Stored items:
--- START ---

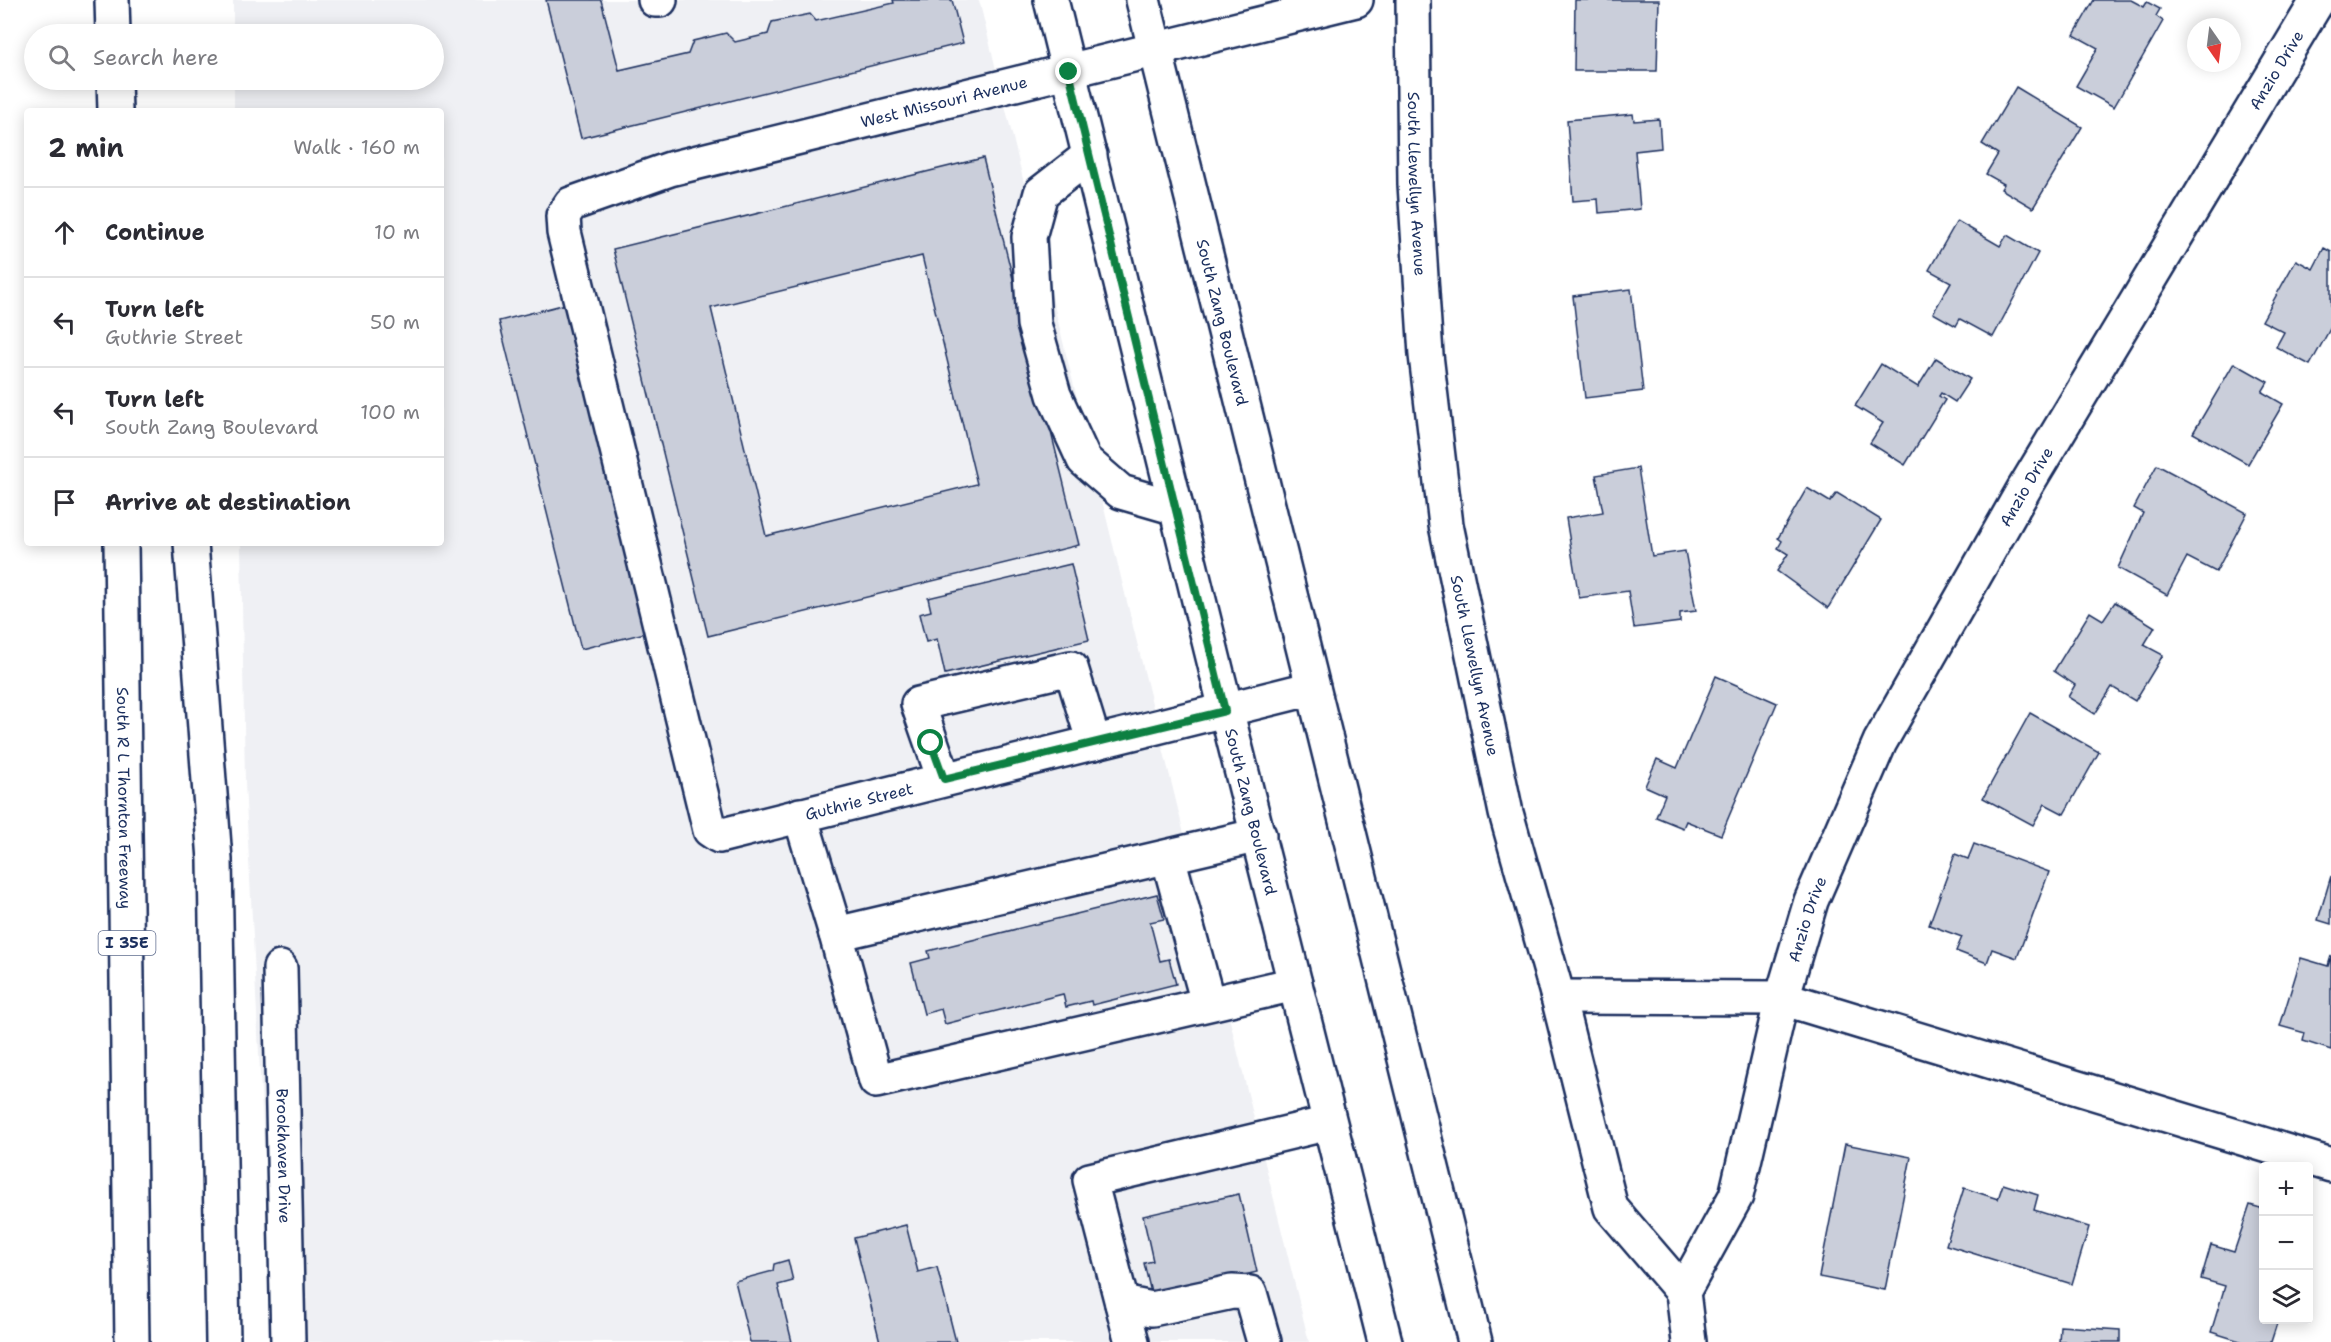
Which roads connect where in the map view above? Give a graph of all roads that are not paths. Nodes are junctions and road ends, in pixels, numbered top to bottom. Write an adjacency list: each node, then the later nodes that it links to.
1 (112, 0): 9 (main road)
2 (655, 0): 3 (main road)
3 (660, 0)
4 (1051, 0): 11 (main road, South Zang Boulevard)
5 (1143, 0): 10 (main road, South Zang Boulevard)
6 (1356, 0): 10 (main road, West Missouri Avenue)
7 (1413, 0): 29 (main road, South Llewellyn Avenue)
8 (2318, 0): 30 (main road, Anzio Drive)
9 (113, 24)
10 (1155, 51): 11 (main road, West Missouri Avenue); 18 (main road, South Zang Boulevard)
11 (1069, 72): 14 (main road, South Zang Boulevard); 23 (main road, West Missouri Avenue)
12 (114, 90): 13 (main road)
13 (115, 108)
14 (1090, 155): 15 (main road, South Zang Boulevard); 15 (main road)
15 (1176, 508): 19 (main road, South Zang Boulevard)
16 (121, 546): 36 (main road, South R L Thornton Freeway / I 35E)
17 (191, 546): 37 (main road)
18 (1313, 688): 19 (main road, Guthrie Street); 42 (main road, South Zang Boulevard)
19 (1225, 711): 20 (main road, Guthrie Street); 24 (main road, South Zang Boulevard)
20 (1094, 743): 21 (main road, Guthrie Street); 21 (main road)
21 (944, 779): 22 (main road, Guthrie Street)
22 (800, 815): 23 (main road, Guthrie Street); 26 (main road)
23 (754, 827)
24 (1258, 835): 25 (main road); 28 (main road, South Zang Boulevard)
25 (1168, 857): 26 (main road); 31 (main road)
26 (836, 934): 31 (main road)
27 (280, 968): 38 (main road, Brookhaven Drive)
28 (1295, 984): 31 (main road); 32 (main road, South Zang Boulevard)
29 (1558, 997): 30 (main road); 34 (main road, South Llewellyn Avenue)
30 (1782, 998): 33 (main road); 34 (main road, Anzio Drive)
31 (1200, 1005)
32 (1329, 1123): 35 (main road); 41 (main road, South Zang Boulevard)
33 (2331, 1165)
34 (1683, 1292): 43 (main road)
35 (1122, 1303): 39 (main road); 40 (main road)
36 (132, 1342)
37 (223, 1342)
38 (288, 1342)
39 (1132, 1342)
40 (1264, 1342)
41 (1385, 1342)
42 (1475, 1342)
43 (1689, 1342)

--- END ---

● Required work
Will you set down the records word for word while leaving out every picture?

● Task output
Which roads connect where in the map view above? Give a graph of all roads that are not paths. Nodes are junctions and road ends, in pixels, numbered top to bottom. Write an adjacency list: each node, then the later nodes that it links to.
1 (112, 0): 9 (main road)
2 (655, 0): 3 (main road)
3 (660, 0)
4 (1051, 0): 11 (main road, South Zang Boulevard)
5 (1143, 0): 10 (main road, South Zang Boulevard)
6 (1356, 0): 10 (main road, West Missouri Avenue)
7 (1413, 0): 29 (main road, South Llewellyn Avenue)
8 (2318, 0): 30 (main road, Anzio Drive)
9 (113, 24)
10 (1155, 51): 11 (main road, West Missouri Avenue); 18 (main road, South Zang Boulevard)
11 (1069, 72): 14 (main road, South Zang Boulevard); 23 (main road, West Missouri Avenue)
12 (114, 90): 13 (main road)
13 (115, 108)
14 (1090, 155): 15 (main road, South Zang Boulevard); 15 (main road)
15 (1176, 508): 19 (main road, South Zang Boulevard)
16 (121, 546): 36 (main road, South R L Thornton Freeway / I 35E)
17 (191, 546): 37 (main road)
18 (1313, 688): 19 (main road, Guthrie Street); 42 (main road, South Zang Boulevard)
19 (1225, 711): 20 (main road, Guthrie Street); 24 (main road, South Zang Boulevard)
20 (1094, 743): 21 (main road, Guthrie Street); 21 (main road)
21 (944, 779): 22 (main road, Guthrie Street)
22 (800, 815): 23 (main road, Guthrie Street); 26 (main road)
23 (754, 827)
24 (1258, 835): 25 (main road); 28 (main road, South Zang Boulevard)
25 (1168, 857): 26 (main road); 31 (main road)
26 (836, 934): 31 (main road)
27 (280, 968): 38 (main road, Brookhaven Drive)
28 (1295, 984): 31 (main road); 32 (main road, South Zang Boulevard)
29 (1558, 997): 30 (main road); 34 (main road, South Llewellyn Avenue)
30 (1782, 998): 33 (main road); 34 (main road, Anzio Drive)
31 (1200, 1005)
32 (1329, 1123): 35 (main road); 41 (main road, South Zang Boulevard)
33 (2331, 1165)
34 (1683, 1292): 43 (main road)
35 (1122, 1303): 39 (main road); 40 (main road)
36 (132, 1342)
37 (223, 1342)
38 (288, 1342)
39 (1132, 1342)
40 (1264, 1342)
41 (1385, 1342)
42 (1475, 1342)
43 (1689, 1342)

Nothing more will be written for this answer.